El traspaso de la justicia laboral del fuero federal al de la Ciudad, incluido en la polémica reforma laboral, prevé la disolución de 80 juzgados laborales y 10 salas de la Cámara del Trabajo. Denuncian que el objetivo es reemplazarlos con «jueces dóciles».
La reforma laboral dispone la disolución lisa y llana de los 80 juzgados laborales de primera instancia y las 10 salas de la Cámara Nacional de Apelaciones del Trabajo que serían sustituidos por apenas una decena de juzgados en los tribunales porteños que hoy no existen. También se eliminan de cuajo 30 juzgados vacantes y la sala VII que tampoco tiene jueces titulares. No es que no funcionan, sólo que los ocupan jueces subrogantes, más todo el personal que sí es estable. De esta manera el gobierno libertario busca garantizarse tribunales afines a su avanzada anti trabajadores que avalen en sus fallos el recorte de de derechos y antepongan los intereses empresarios por sobre los de los trabajadores.
La Confederación General del Trabajo (CGT) se movilizará este martes a las 11.30 a los Tribunales de la calle Talcahuano para respaldar la lucha de los judiciales en contra de esta nueva avanzada precarizadora.
Cuando la Ciudad resolvió poner en marcha el año pasado un fuero laboral con diez juzgados y una cámara de seis integrantes divididos en dos salas, una medida cautelar dejó esa modificación en suspenso. La dejaba supeditada a la firma de un convenio entre el gobierno nacional y el local.

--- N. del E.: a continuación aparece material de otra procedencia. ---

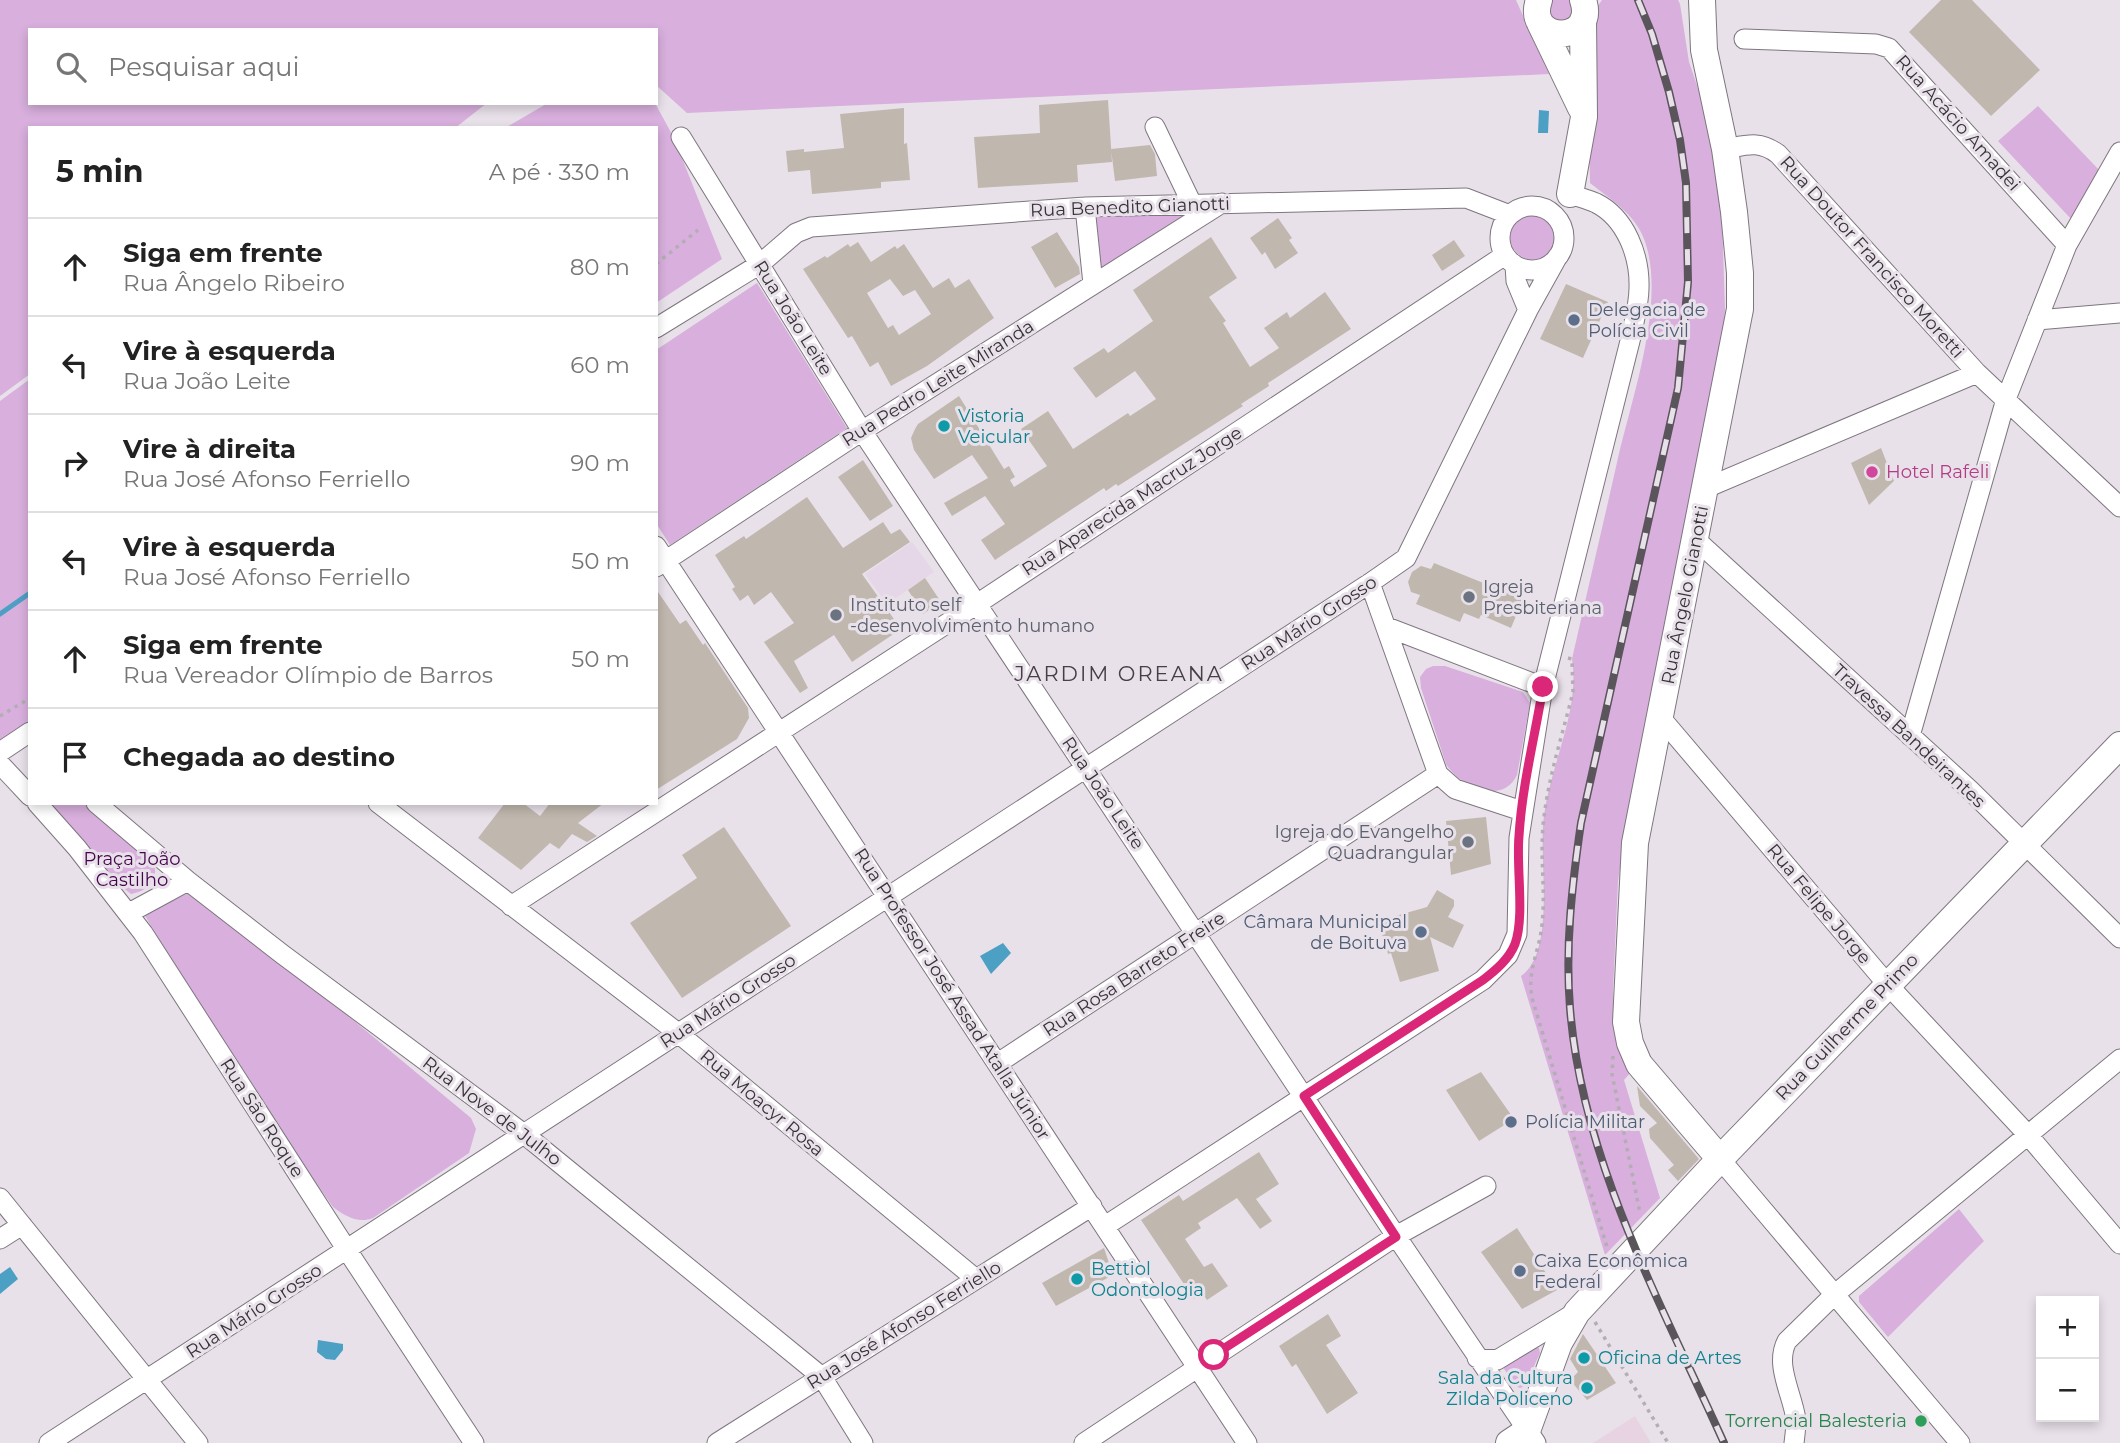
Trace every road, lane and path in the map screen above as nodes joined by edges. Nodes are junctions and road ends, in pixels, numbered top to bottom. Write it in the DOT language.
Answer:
graph roads {
  1 [pos="1703,0"];
  2 [pos="1585,8"];
  3 [pos="1537,10"];
  4 [pos="1744,39"];
  5 [pos="1584,117"];
  6 [pos="1155,127"];
  7 [pos="681,137"];
  8 [pos="1725,149"];
  9 [pos="2120,152"];
  10 [pos="1570,194"];
  11 [pos="1223,203"];
  12 [pos="1192,204"];
  13 [pos="1538,206"];
  14 [pos="1085,207"];
  15 [pos="1510,215"];
  16 [pos="698,230"];
  17 [pos="2067,245"];
  18 [pos="1561,246"];
  19 [pos="1510,260"];
  20 [pos="658,262"];
  21 [pos="760,264"];
  22 [pos="1093,284"];
  23 [pos="1528,310"];
  24 [pos="2120,313"];
  25 [pos="2037,320"];
  26 [pos="658,327"];
  27 [pos="1978,373"];
  28 [pos="2006,399"];
  29 [pos="862,430"];
  30 [pos="1706,488"];
  31 [pos="2120,507"];
  32 [pos="1694,538"];
  33 [pos="659,558"];
  34 [pos="1370,583"];
  35 [pos="977,604"];
  36 [pos="1387,627"];
  37 [pos="1553,654"];
  38 [pos="1543,687"];
  39 [pos="28,699"];
  40 [pos="0,716"];
  41 [pos="1661,718"];
  42 [pos="779,732"];
  43 [pos="1910,736"];
  44 [pos="27,739"];
  45 [pos="2120,745"];
  46 [pos="0,752"];
  47 [pos="0,764"];
  48 [pos="1086,767"];
  49 [pos="1438,774"];
  50 [pos="28,794"];
  51 [pos="39,805"];
  52 [pos="98,805"];
  53 [pos="381,805"];
  54 [pos="1522,811"];
  55 [pos="2024,844"];
  56 [pos="188,881"];
  57 [pos="888,897"];
  58 [pos="511,906"];
  59 [pos="129,913"];
  60 [pos="1196,933"];
  61 [pos="2120,938"];
  62 [pos="1888,985"];
  63 [pos="678,1033"];
  64 [pos="1630,1043"];
  65 [pos="2120,1059"];
  66 [pos="998,1063"];
  67 [pos="1304,1096"];
  68 [pos="524,1134"];
  69 [pos="2028,1135"];
  70 [pos="1720,1159"];
  71 [pos="1486,1186"];
  72 [pos="0,1198"];
  73 [pos="1092,1206"];
  74 [pos="22,1225"];
  75 [pos="1104,1226"];
  76 [pos="1650,1234"];
  77 [pos="1396,1237"];
  78 [pos="0,1239"];
  79 [pos="2120,1244"];
  80 [pos="347,1250"];
  81 [pos="1614,1272"];
  82 [pos="976,1279"];
  83 [pos="1834,1295"];
  84 [pos="1580,1309"];
  85 [pos="1477,1358"];
  86 [pos="1196,1367"];
  87 [pos="822,1377"];
  88 [pos="148,1381"];
  89 [pos="1524,1439"];
  90 [pos="49,1443"];
  91 [pos="198,1443"];
  92 [pos="474,1443"];
  93 [pos="717,1443"];
  94 [pos="863,1443"];
  95 [pos="1084,1443"];
  96 [pos="1247,1443"];
  97 [pos="1668,1443"];
  98 [pos="1794,1443"];
  99 [pos="1961,1443"];
  1 -- 8 [label="street, Rua Ângelo Gianotti"];
  2 -- 3 [label="street"];
  2 -- 5 [label="street"];
  3 -- 5 [label="street"];
  4 -- 17 [label="street, Rua Acácio Amadei"];
  5 -- 10 [label="street"];
  6 -- 12 [label="street"];
  7 -- 21 [label="street, Rua João Leite"];
  8 -- 27 [label="street, Rua Doutor Francisco Moretti"];
  8 -- 30 [label="street, Rua Ângelo Gianotti"];
  9 -- 17 [label="street"];
  10 -- 13 [label="street"];
  10 -- 18 [label="street"];
  10 -- 37 [label="street"];
  11 -- 12 [label="street, Rua Benedito Gianotti"];
  11 -- 15 [label="street, Rua Benedito Gianotti"];
  11 -- 22 [label="street, Rua Pedro Leite Miranda"];
  12 -- 14 [label="street, Rua Benedito Gianotti"];
  13 -- 15 [label="street"];
  13 -- 18 [label="street"];
  14 -- 21 [label="street, Rua Benedito Gianotti"];
  14 -- 22 [label="street"];
  15 -- 19 [label="street"];
  16 -- 20 [label="path"];
  17 -- 25 [label="street"];
  18 -- 19 [label="street"];
  18 -- 23 [label="street"];
  19 -- 23 [label="street"];
  19 -- 35 [label="street, Rua Aparecida Macruz Jorge"];
  21 -- 26 [label="street, Rua Benedito Gianotti"];
  21 -- 29 [label="street, Rua João Leite"];
  22 -- 29 [label="street, Rua Pedro Leite Miranda"];
  23 -- 34 [label="street, Rua Mário Grosso"];
  24 -- 25 [label="street"];
  25 -- 28 [label="street"];
  27 -- 28 [label="street, Rua Doutor Francisco Moretti"];
  27 -- 30 [label="street"];
  28 -- 31 [label="street, Rua Doutor Francisco Moretti"];
  28 -- 43 [label="street"];
  29 -- 33 [label="street, Rua Pedro Leite Miranda"];
  29 -- 35 [label="street, Rua João Leite"];
  30 -- 32 [label="street, Rua Ângelo Gianotti"];
  32 -- 41 [label="street, Rua Ângelo Gianotti"];
  32 -- 43 [label="street, Travessa Bandeirantes"];
  33 -- 42 [label="street, Rua Professor José Assad Atalla Júnior"];
  34 -- 36 [label="street"];
  34 -- 48 [label="street, Rua Mário Grosso"];
  35 -- 42 [label="street, Rua Aparecida Macruz Jorge"];
  35 -- 48 [label="street, Rua João Leite"];
  36 -- 38 [label="street"];
  36 -- 49 [label="street"];
  37 -- 38 [label="street"];
  37 -- 81 [label="path"];
  38 -- 54 [label="street"];
  39 -- 40 [label="path"];
  41 -- 62 [label="street, Rua Felipe Jorge"];
  41 -- 64 [label="street, Rua Ângelo Gianotti"];
  42 -- 57 [label="street, Rua Professor José Assad Atalla Júnior"];
  42 -- 58 [label="street, Rua Aparecida Macruz Jorge"];
  43 -- 55 [label="street, Travessa Bandeirantes"];
  44 -- 46 [label="street"];
  45 -- 55 [label="street, Rua Guilherme Primo"];
  47 -- 50 [label="street"];
  48 -- 57 [label="street, Rua Mário Grosso"];
  48 -- 60 [label="street, Rua João Leite"];
  49 -- 54 [label="street"];
  49 -- 60 [label="street, Rua Rosa Barreto Freire"];
  51 -- 59 [label="street, Rua São Roque"];
  52 -- 56 [label="street, Rua Nove de Julho"];
  53 -- 58 [label="street, Rua Moacyr Rosa"];
  54 -- 67 [label="street"];
  55 -- 61 [label="street, Travessa Bandeirantes"];
  55 -- 62 [label="street, Rua Guilherme Primo"];
  56 -- 59 [label="street"];
  56 -- 68 [label="street, Rua Nove de Julho"];
  57 -- 63 [label="street, Rua Mário Grosso"];
  57 -- 66 [label="street, Rua Professor José Assad Atalla Júnior"];
  58 -- 63 [label="street, Rua Moacyr Rosa"];
  59 -- 80 [label="street, Rua São Roque"];
  60 -- 66 [label="street, Rua Rosa Barreto Freire"];
  60 -- 67 [label="street, Rua João Leite"];
  62 -- 69 [label="street, Rua Felipe Jorge"];
  62 -- 70 [label="street, Rua Guilherme Primo"];
  63 -- 68 [label="street, Rua Mário Grosso"];
  63 -- 82 [label="street, Rua Moacyr Rosa"];
  64 -- 70 [label="street, Rua Ângelo Gianotti"];
  64 -- 76 [label="path"];
  65 -- 69 [label="street"];
  66 -- 73 [label="street, Rua Professor José Assad Atalla Júnior"];
  67 -- 75 [label="street"];
  67 -- 77 [label="street, Rua João Leite"];
  68 -- 80 [label="street, Rua Mário Grosso"];
  68 -- 87 [label="street, Rua Nove de Julho"];
  69 -- 79 [label="street, Rua Felipe Jorge"];
  69 -- 83 [label="street"];
  70 -- 76 [label="street, Rua Guilherme Primo"];
  70 -- 83 [label="street"];
  71 -- 77 [label="street"];
  72 -- 74 [label="street"];
  73 -- 75 [label="street, Rua Professor José Assad Atalla Júnior"];
  73 -- 82 [label="street, Rua José Afonso Ferriello"];
  74 -- 78 [label="street"];
  74 -- 88 [label="street"];
  75 -- 86 [label="street, Rua Professor José Assad Atalla Júnior"];
  76 -- 81 [label="street, Rua Guilherme Primo"];
  77 -- 85 [label="street, Rua João Leite"];
  77 -- 86 [label="street"];
  80 -- 88 [label="street, Rua Mário Grosso"];
  80 -- 92 [label="street, Rua São Roque"];
  81 -- 84 [label="street, Rua Guilherme Primo"];
  82 -- 87 [label="street, Rua José Afonso Ferriello"];
  83 -- 98 [label="street"];
  83 -- 99 [label="street"];
  84 -- 85 [label="street"];
  84 -- 89 [label="street, Rua Guilherme Primo"];
  84 -- 97 [label="path"];
  85 -- 89 [label="street, Rua João Leite"];
  86 -- 95 [label="street"];
  86 -- 96 [label="street, Rua Professor José Assad Atalla Júnior"];
  87 -- 93 [label="street, Rua José Afonso Ferriello"];
  87 -- 94 [label="street, Rua Nove de Julho"];
  88 -- 90 [label="street, Rua Mário Grosso"];
  88 -- 91 [label="street"];
}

Este acuerdo establece que los juicios laborales (por cuestiones de derecho individual como indemnizaciones, despidos y accidentes de trabajo), tramitarán en la justicia laboral porteña, que aún no existe. Los que atañen a derechos colectivos (como convenios y derecho a huelga entre otros tantos) irán a parar al fuero Contencioso Administrativo federal, que no tiene ninguna especialización en materia laboral.
De prosperar la iniciativa libertaria el fuero laboral actual dejaría de recibir causas y solo funcionaría como tribunales residuales.